Abstract

It has been called into question whether the commonly used beta-galactosidase staining is a reliable biomarker of cellular senescence because induction of beta-galactosidase activity also occurs independently of senescence. Here, we tested whether cytochemically detectable beta-galactosidase activity is reproducible and reflects the rate of cellular aging in vitro. Therefore, we serially cultured fibroblasts from 12 different donors and stained the cells for beta-galactosidase at pH 6 until the onset of the permanent growth arrest of the individual cultures. All fibroblast strains displayed a high replicative capacity with a similar growth pattern during the exponential growth phase and a very high interbiopsy variability in the onset of decreased mitotic activity and in the onset of growth arrest. Correspondingly, beta-galactosidase activity was low during the exponential growth phase, with an individually defined significant increase in activity when the growth speed of the culture decreased.
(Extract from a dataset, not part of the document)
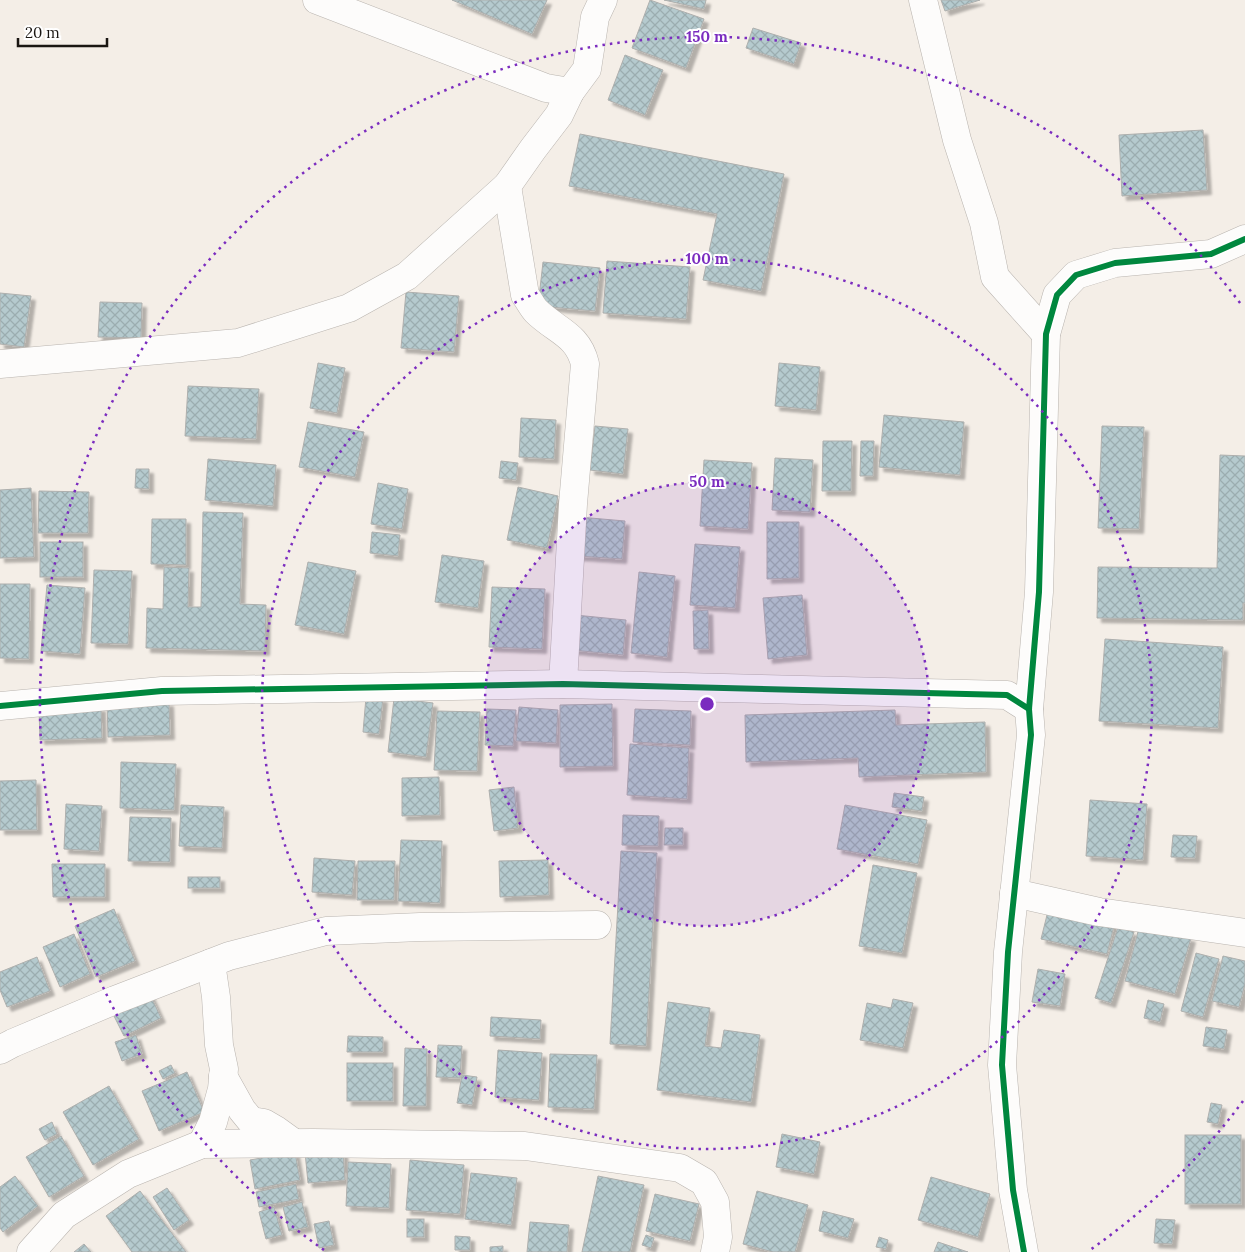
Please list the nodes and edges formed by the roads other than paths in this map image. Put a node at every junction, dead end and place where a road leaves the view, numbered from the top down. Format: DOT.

The increase in beta-galactosidase activity was a better predictor for the onset of the decreased growth speed than the chronological life span of the culture expressed in population doublings. Within the phase of decreased mitotic activity, we observed a high fluctuation in the percentage of positively stained fibroblasts. Thus, our results support beta-galactosidase activity as a reliable biomarker for the course of replicative senescence, if used under defined standardized conditions.